▶ WORK TASK:
Look for the word "Southeast" in the material below. Copy each line that has it.

▶ ENTRIES SHOWN:
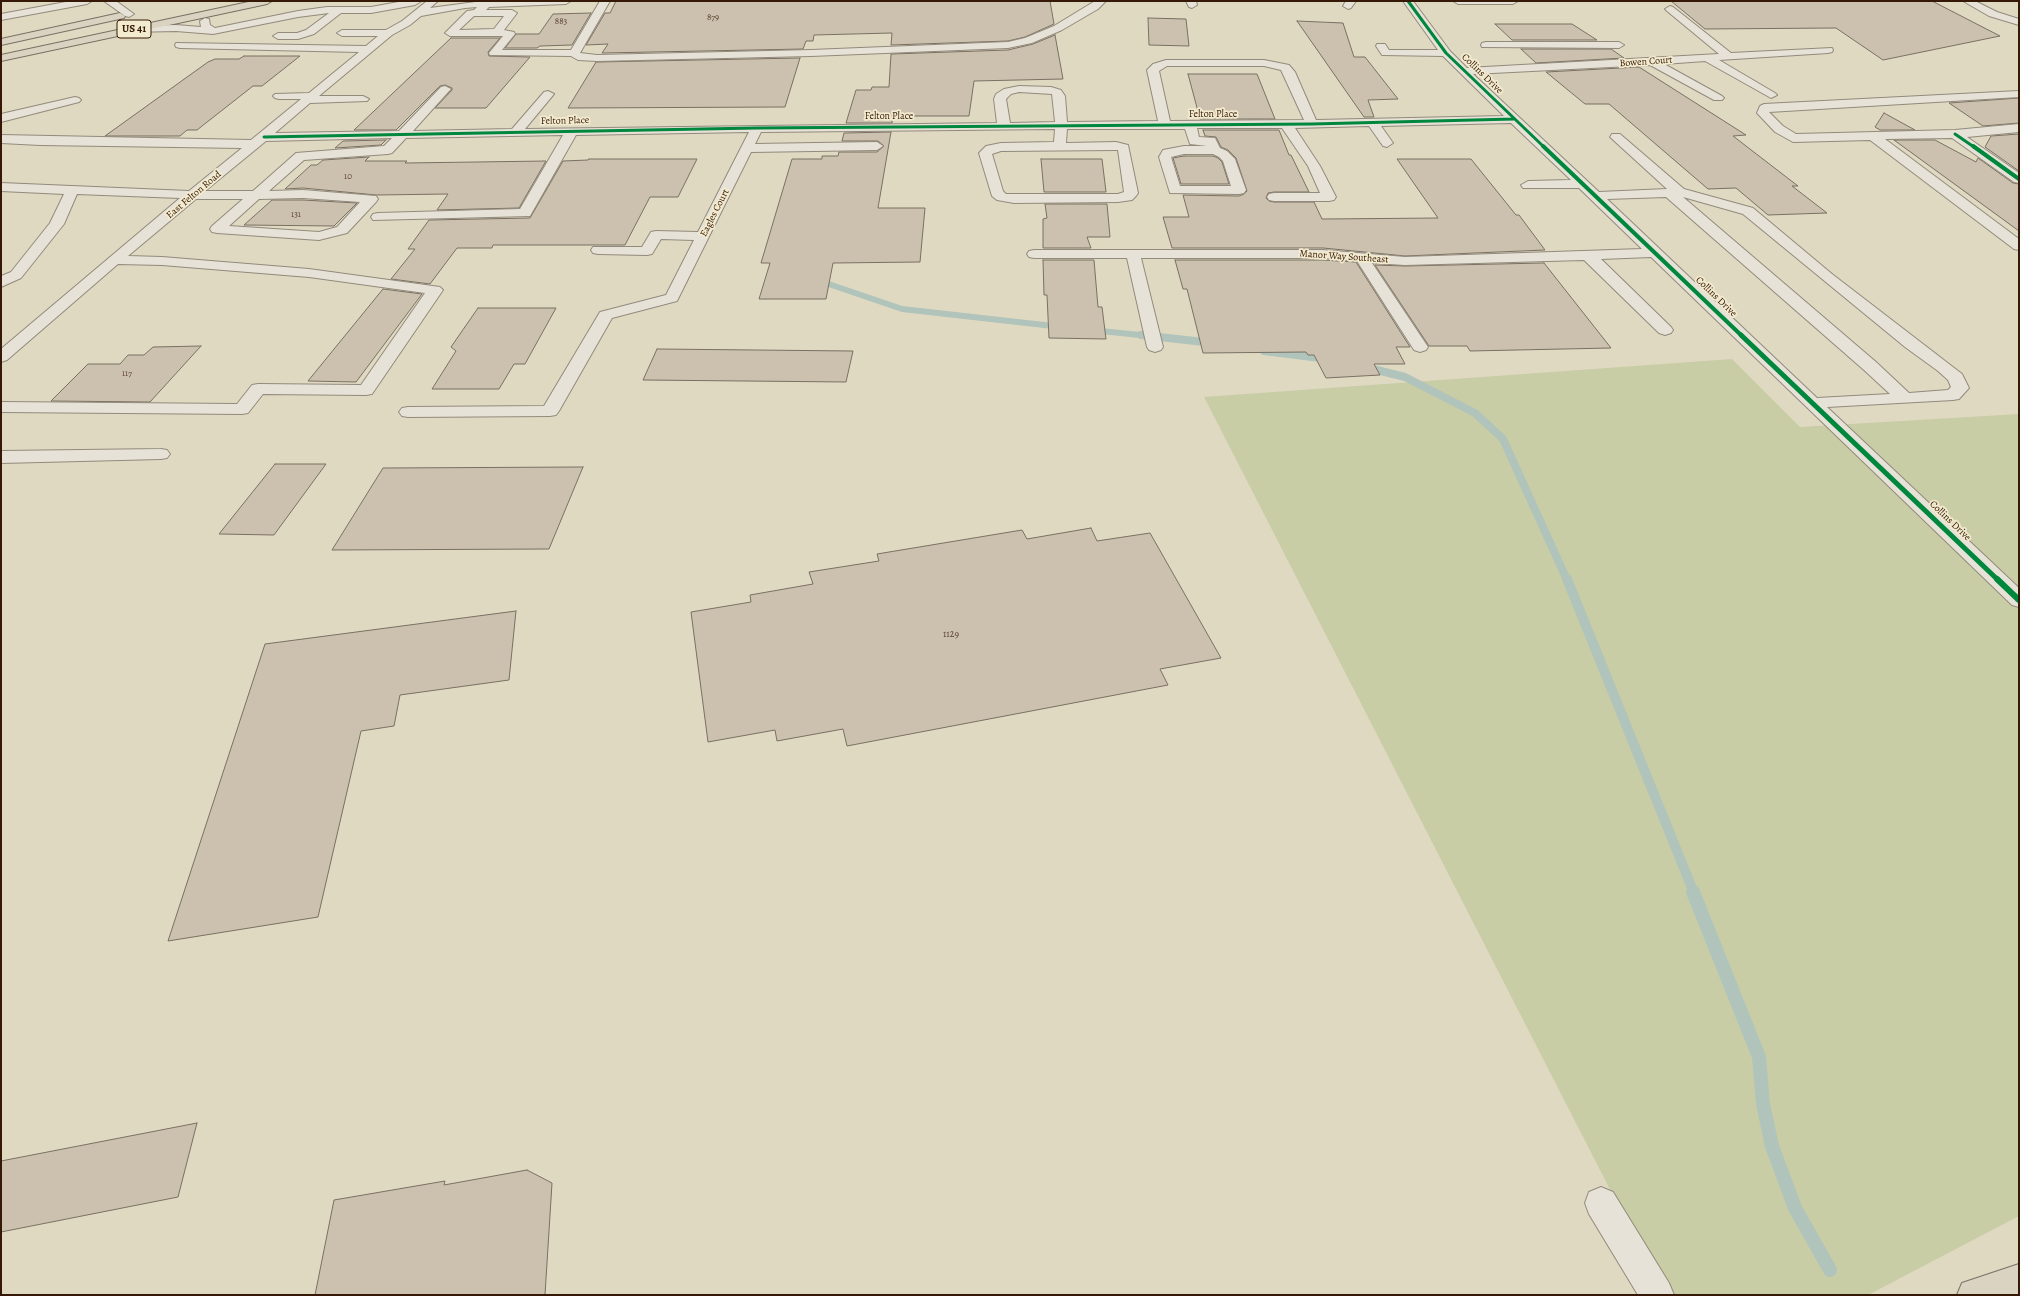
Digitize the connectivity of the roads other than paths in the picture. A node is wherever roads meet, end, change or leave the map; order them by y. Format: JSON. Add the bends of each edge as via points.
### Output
{"nodes":[{"id":1,"x":87,"y":1,"type":"edge"},
{"id":2,"x":109,"y":1,"type":"edge"},
{"id":3,"x":267,"y":1,"type":"edge"},
{"id":4,"x":433,"y":1,"type":"edge"},
{"id":5,"x":438,"y":1,"type":"edge"},
{"id":6,"x":567,"y":1,"type":"edge"},
{"id":7,"x":605,"y":1,"type":"edge"},
{"id":8,"x":1101,"y":1,"type":"edge"},
{"id":9,"x":1408,"y":1,"type":"edge"},
{"id":10,"x":1458,"y":1,"type":"edge"},
{"id":11,"x":1513,"y":1,"type":"edge"},
{"id":12,"x":1968,"y":1,"type":"edge"},
{"id":13,"x":416,"y":2,"type":"edge"},
{"id":14,"x":487,"y":3,"type":"edge"},
{"id":15,"x":465,"y":5,"type":"junction"},
{"id":16,"x":1670,"y":9,"type":"dead end"},
{"id":17,"x":339,"y":10,"type":"junction"},
{"id":18,"x":219,"y":11,"type":"junction"},
{"id":19,"x":319,"y":11,"type":"junction"},
{"id":20,"x":419,"y":12,"type":"junction"},
{"id":21,"x":132,"y":13,"type":"joint"},
{"id":22,"x":477,"y":13,"type":"junction"},
{"id":23,"x":1,"y":17,"type":"edge"},
{"id":24,"x":2019,"y":22,"type":"edge"},
{"id":25,"x":131,"y":29,"type":"junction"},
{"id":26,"x":213,"y":30,"type":"junction"},
{"id":27,"x":497,"y":32,"type":"junction"},
{"id":28,"x":342,"y":33,"type":"dead end"},
{"id":29,"x":388,"y":33,"type":"junction"},
{"id":30,"x":245,"y":34,"type":"dead end"},
{"id":31,"x":1,"y":42,"type":"edge"},
{"id":32,"x":1486,"y":45,"type":"dead end"},
{"id":33,"x":1573,"y":45,"type":"junction"},
{"id":34,"x":1620,"y":45,"type":"dead end"},
{"id":35,"x":180,"y":46,"type":"dead end"},
{"id":36,"x":1381,"y":46,"type":"dead end"},
{"id":37,"x":369,"y":48,"type":"junction"},
{"id":38,"x":1828,"y":50,"type":"dead end"},
{"id":39,"x":574,"y":53,"type":"junction"},
{"id":40,"x":1446,"y":53,"type":"junction"},
{"id":41,"x":1729,"y":57,"type":"junction"},
{"id":42,"x":1,"y":58,"type":"edge"},
{"id":43,"x":1707,"y":58,"type":"junction"},
{"id":44,"x":1653,"y":62,"type":"junction"},
{"id":45,"x":1597,"y":65,"type":"junction"},
{"id":46,"x":1464,"y":71,"type":"junction"},
{"id":47,"x":1753,"y":71,"type":"dead end"},
{"id":48,"x":1732,"y":72,"type":"junction"},
{"id":49,"x":446,"y":90,"type":"dead end"},
{"id":50,"x":548,"y":94,"type":"dead end"},
{"id":51,"x":2019,"y":94,"type":"edge"},
{"id":52,"x":1771,"y":95,"type":"dead end"},
{"id":53,"x":279,"y":96,"type":"dead end"},
{"id":54,"x":311,"y":98,"type":"junction"},
{"id":55,"x":1718,"y":98,"type":"dead end"},
{"id":56,"x":363,"y":99,"type":"dead end"},
{"id":57,"x":75,"y":100,"type":"dead end"},
{"id":58,"x":1355,"y":111,"type":"dead end"},
{"id":59,"x":1,"y":118,"type":"edge"},
{"id":60,"x":1514,"y":119,"type":"junction"},
{"id":61,"x":1368,"y":123,"type":"junction"},
{"id":62,"x":1286,"y":124,"type":"junction"},
{"id":63,"x":1312,"y":124,"type":"junction"},
{"id":64,"x":1165,"y":125,"type":"junction"},
{"id":65,"x":1190,"y":125,"type":"junction"},
{"id":66,"x":1004,"y":126,"type":"junction"},
{"id":67,"x":1061,"y":126,"type":"junction"},
{"id":68,"x":758,"y":128,"type":"junction"},
{"id":69,"x":2019,"y":128,"type":"edge"},
{"id":70,"x":698,"y":129,"type":"junction"},
{"id":71,"x":572,"y":131,"type":"junction"},
{"id":72,"x":516,"y":132,"type":"junction"},
{"id":73,"x":457,"y":133,"type":"junction"},
{"id":74,"x":402,"y":134,"type":"junction"},
{"id":75,"x":1955,"y":134,"type":"junction"},
{"id":76,"x":1873,"y":136,"type":"junction"},
{"id":77,"x":1616,"y":137,"type":"dead end"},
{"id":78,"x":1,"y":138,"type":"edge"},
{"id":79,"x":260,"y":140,"type":"junction"},
{"id":80,"x":21,"y":141,"type":"junction"},
{"id":81,"x":1194,"y":141,"type":"junction"},
{"id":82,"x":687,"y":143,"type":"dead end"},
{"id":83,"x":1387,"y":143,"type":"dead end"},
{"id":84,"x":580,"y":144,"type":"dead end"},
{"id":85,"x":549,"y":145,"type":"dead end"},
{"id":86,"x":564,"y":145,"type":"junction"},
{"id":87,"x":877,"y":146,"type":"dead end"},
{"id":88,"x":1060,"y":146,"type":"junction"},
{"id":89,"x":444,"y":147,"type":"dead end"},
{"id":90,"x":747,"y":148,"type":"junction"},
{"id":91,"x":1184,"y":150,"type":"junction"},
{"id":92,"x":1215,"y":150,"type":"junction"},
{"id":93,"x":1,"y":154,"type":"edge"},
{"id":94,"x":2019,"y":180,"type":"edge"},
{"id":95,"x":1582,"y":184,"type":"junction"},
{"id":96,"x":1528,"y":185,"type":"dead end"},
{"id":97,"x":1,"y":187,"type":"edge"},
{"id":98,"x":72,"y":190,"type":"junction"},
{"id":99,"x":1674,"y":192,"type":"junction"},
{"id":100,"x":194,"y":195,"type":"junction"},
{"id":101,"x":256,"y":195,"type":"junction"},
{"id":102,"x":1595,"y":196,"type":"junction"},
{"id":103,"x":1274,"y":197,"type":"dead end"},
{"id":104,"x":378,"y":217,"type":"dead end"},
{"id":105,"x":703,"y":236,"type":"junction"},
{"id":106,"x":2019,"y":246,"type":"edge"},
{"id":107,"x":598,"y":250,"type":"dead end"},
{"id":108,"x":1655,"y":253,"type":"junction"},
{"id":109,"x":1034,"y":254,"type":"dead end"},
{"id":110,"x":1133,"y":254,"type":"junction"},
{"id":111,"x":1588,"y":255,"type":"junction"},
{"id":112,"x":1362,"y":258,"type":"junction"},
{"id":113,"x":114,"y":260,"type":"junction"},
{"id":114,"x":1,"y":282,"type":"edge"},
{"id":115,"x":1664,"y":330,"type":"dead end"},
{"id":116,"x":1155,"y":347,"type":"dead end"},
{"id":117,"x":1420,"y":347,"type":"dead end"},
{"id":118,"x":1,"y":357,"type":"edge"},
{"id":119,"x":1904,"y":398,"type":"junction"},
{"id":120,"x":1813,"y":403,"type":"junction"},
{"id":121,"x":1,"y":407,"type":"edge"},
{"id":122,"x":408,"y":412,"type":"dead end"},
{"id":123,"x":161,"y":454,"type":"dead end"},
{"id":124,"x":1,"y":457,"type":"edge"},
{"id":125,"x":2019,"y":600,"type":"edge"},
{"id":126,"x":1601,"y":1203,"type":"dead end"},
{"id":127,"x":2019,"y":1281,"type":"edge"},
{"id":128,"x":1657,"y":1295,"type":"edge"},
{"id":129,"x":1974,"y":1295,"type":"edge"}],
"edges":[{"from":1,"to":23,"type":"street"},
{"from":2,"to":21,"type":"street"},
{"from":3,"to":18,"type":"main road","number":"US 41"},
{"from":4,"to":20,"type":"street","name":"East Felton Road"},
{"from":5,"to":15,"type":"street"},
{"from":6,"to":14,"type":"street"},
{"from":7,"to":39,"type":"street"},
{"from":8,"to":39,"type":"street","via":[[1058,28],[1034,38],[1002,46],[597,58],[578,57]]},
{"from":9,"to":40,"type":"street","name":"Collins Drive"},
{"from":10,"to":11,"type":"street"},
{"from":12,"to":24,"type":"street","via":[[1993,14]]},
{"from":13,"to":17,"type":"street","via":[[371,10]]},
{"from":13,"to":29,"type":"street","name":"East Felton Road","via":[[388,24]]},
{"from":14,"to":15,"type":"street"},
{"from":14,"to":22,"type":"street"},
{"from":15,"to":20,"type":"street"},
{"from":16,"to":41,"type":"street"},
{"from":17,"to":19,"type":"street"},
{"from":17,"to":19,"type":"street","via":[[310,32],[298,36],[268,36],[295,27]]},
{"from":18,"to":25,"type":"main road","number":"US 41"},
{"from":18,"to":26,"type":"street","via":[[204,22],[205,26]]},
{"from":19,"to":26,"type":"street"},
{"from":20,"to":29,"type":"street","name":"East Felton Road"},
{"from":21,"to":31,"type":"main road","number":"US 41"},
{"from":22,"to":27,"type":"street","via":[[512,13]]},
{"from":22,"to":27,"type":"street","via":[[471,13],[450,33]]},
{"from":25,"to":26,"type":"street"},
{"from":25,"to":42,"type":"main road","number":"US 41"},
{"from":26,"to":30,"type":"street"},
{"from":27,"to":39,"type":"street","via":[[510,34],[494,53]]},
{"from":28,"to":29,"type":"street"},
{"from":29,"to":37,"type":"street","name":"East Felton Road"},
{"from":32,"to":33,"type":"street"},
{"from":33,"to":34,"type":"street"},
{"from":33,"to":45,"type":"street"},
{"from":35,"to":37,"type":"street"},
{"from":36,"to":40,"type":"street","via":[[1386,53]]},
{"from":37,"to":54,"type":"street","name":"East Felton Road"},
{"from":38,"to":41,"type":"street","name":"Bowen Court"},
{"from":40,"to":46,"type":"street","name":"Collins Drive"},
{"from":41,"to":43,"type":"street","name":"Bowen Court"},
{"from":43,"to":44,"type":"street","name":"Bowen Court"},
{"from":43,"to":48,"type":"street"},
{"from":44,"to":45,"type":"street","name":"Bowen Court"},
{"from":44,"to":55,"type":"street"},
{"from":45,"to":46,"type":"street","name":"Bowen Court"},
{"from":46,"to":60,"type":"street","name":"Collins Drive"},
{"from":47,"to":48,"type":"street"},
{"from":48,"to":52,"type":"street"},
{"from":49,"to":74,"type":"street"},
{"from":50,"to":72,"type":"street"},
{"from":51,"to":76,"type":"street","via":[[1764,108],[1763,113],[1779,129],[1793,138]]},
{"from":53,"to":54,"type":"street"},
{"from":54,"to":56,"type":"street"},
{"from":54,"to":79,"type":"street","name":"East Felton Road"},
{"from":57,"to":59,"type":"street"},
{"from":58,"to":61,"type":"street"},
{"from":60,"to":61,"type":"street","name":"Felton Place"},
{"from":60,"to":95,"type":"street","name":"Collins Drive"},
{"from":61,"to":63,"type":"street","name":"Felton Place"},
{"from":61,"to":83,"type":"street"},
{"from":62,"to":63,"type":"street","name":"Felton Place"},
{"from":62,"to":65,"type":"street","name":"Felton Place"},
{"from":62,"to":103,"type":"street","via":[[1314,166],[1329,197]]},
{"from":63,"to":64,"type":"street","via":[[1285,68],[1264,63],[1166,63],[1153,70]]},
{"from":64,"to":65,"type":"street","name":"Felton Place"},
{"from":64,"to":67,"type":"street","name":"Felton Place"},
{"from":65,"to":81,"type":"street"},
{"from":66,"to":67,"type":"street","name":"Felton Place"},
{"from":66,"to":67,"type":"street","via":[[1000,99],[1002,94],[1008,91],[1038,89],[1051,90],[1059,96]]},
{"from":66,"to":68,"type":"street","name":"Felton Place"},
{"from":67,"to":88,"type":"street"},
{"from":68,"to":70,"type":"street","name":"Felton Place"},
{"from":68,"to":90,"type":"street","name":"Eagles Court"},
{"from":69,"to":75,"type":"street"},
{"from":70,"to":71,"type":"street","name":"Felton Place"},
{"from":70,"to":82,"type":"street"},
{"from":71,"to":72,"type":"street","name":"Felton Place"},
{"from":71,"to":86,"type":"street"},
{"from":72,"to":73,"type":"street","name":"Felton Place"},
{"from":73,"to":74,"type":"street","name":"Felton Place"},
{"from":73,"to":89,"type":"street"},
{"from":74,"to":79,"type":"street","name":"Felton Place"},
{"from":74,"to":101,"type":"street","via":[[388,150],[300,156]]},
{"from":75,"to":76,"type":"street"},
{"from":75,"to":94,"type":"street"},
{"from":76,"to":106,"type":"street"},
{"from":77,"to":99,"type":"street"},
{"from":78,"to":80,"type":"street","name":"Felton Place"},
{"from":79,"to":80,"type":"street","name":"Felton Place"},
{"from":79,"to":100,"type":"street","name":"East Felton Road"},
{"from":80,"to":93,"type":"street"},
{"from":81,"to":91,"type":"street","via":[[1181,141]]},
{"from":81,"to":92,"type":"street","via":[[1211,141]]},
{"from":84,"to":86,"type":"street"},
{"from":85,"to":86,"type":"street"},
{"from":86,"to":104,"type":"street","via":[[525,213]]},
{"from":87,"to":90,"type":"street"},
{"from":88,"to":88,"type":"street","via":[[1124,148],[1131,193],[1127,197],[1118,198],[1014,199],[1002,197],[997,193],[985,153],[990,149]]},
{"from":90,"to":105,"type":"street","name":"Eagles Court"},
{"from":91,"to":92,"type":"street"},
{"from":91,"to":92,"type":"street","via":[[1167,153],[1165,156],[1174,190],[1240,190],[1229,159]]},
{"from":95,"to":96,"type":"street"},
{"from":95,"to":102,"type":"street","name":"Collins Drive"},
{"from":97,"to":98,"type":"street"},
{"from":98,"to":100,"type":"street"},
{"from":98,"to":114,"type":"street","via":[[57,224],[16,275]]},
{"from":99,"to":102,"type":"street"},
{"from":99,"to":119,"type":"street"},
{"from":99,"to":119,"type":"street","via":[[1748,211],[1911,344],[1944,367],[1956,378],[1960,388],[1953,395]]},
{"from":100,"to":101,"type":"street"},
{"from":100,"to":113,"type":"street","name":"East Felton Road"},
{"from":101,"to":101,"type":"street","via":[[217,229],[319,236],[342,230],[371,199],[303,194]]},
{"from":102,"to":108,"type":"street","name":"Collins Drive"},
{"from":105,"to":107,"type":"street","via":[[656,235],[647,251]]},
{"from":105,"to":122,"type":"street","name":"Eagles Court","via":[[672,298],[606,315],[550,411]]},
{"from":108,"to":111,"type":"street","name":"Manor Way Southeast"},
{"from":108,"to":120,"type":"street","name":"Collins Drive"},
{"from":109,"to":110,"type":"street","name":"Manor Way Southeast"},
{"from":110,"to":112,"type":"street","name":"Manor Way Southeast","via":[[1323,254]]},
{"from":110,"to":116,"type":"street"},
{"from":111,"to":112,"type":"street","name":"Manor Way Southeast","via":[[1405,262]]},
{"from":111,"to":115,"type":"street"},
{"from":112,"to":117,"type":"street"},
{"from":113,"to":118,"type":"street","name":"East Felton Road"},
{"from":113,"to":121,"type":"street","via":[[162,260],[309,273],[435,290],[366,390],[258,389],[242,409]]},
{"from":119,"to":120,"type":"street"},
{"from":120,"to":125,"type":"street","name":"Collins Drive"},
{"from":123,"to":124,"type":"street"},
{"from":126,"to":128,"type":"street"},
{"from":127,"to":129,"type":"main road"}]}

▶ WRITTEN REPLY:
{"from":108,"to":111,"type":"street","name":"Manor Way Southeast"},
{"from":109,"to":110,"type":"street","name":"Manor Way Southeast"},
{"from":110,"to":112,"type":"street","name":"Manor Way Southeast","via":[[1323,254]]},
{"from":111,"to":112,"type":"street","name":"Manor Way Southeast","via":[[1405,262]]},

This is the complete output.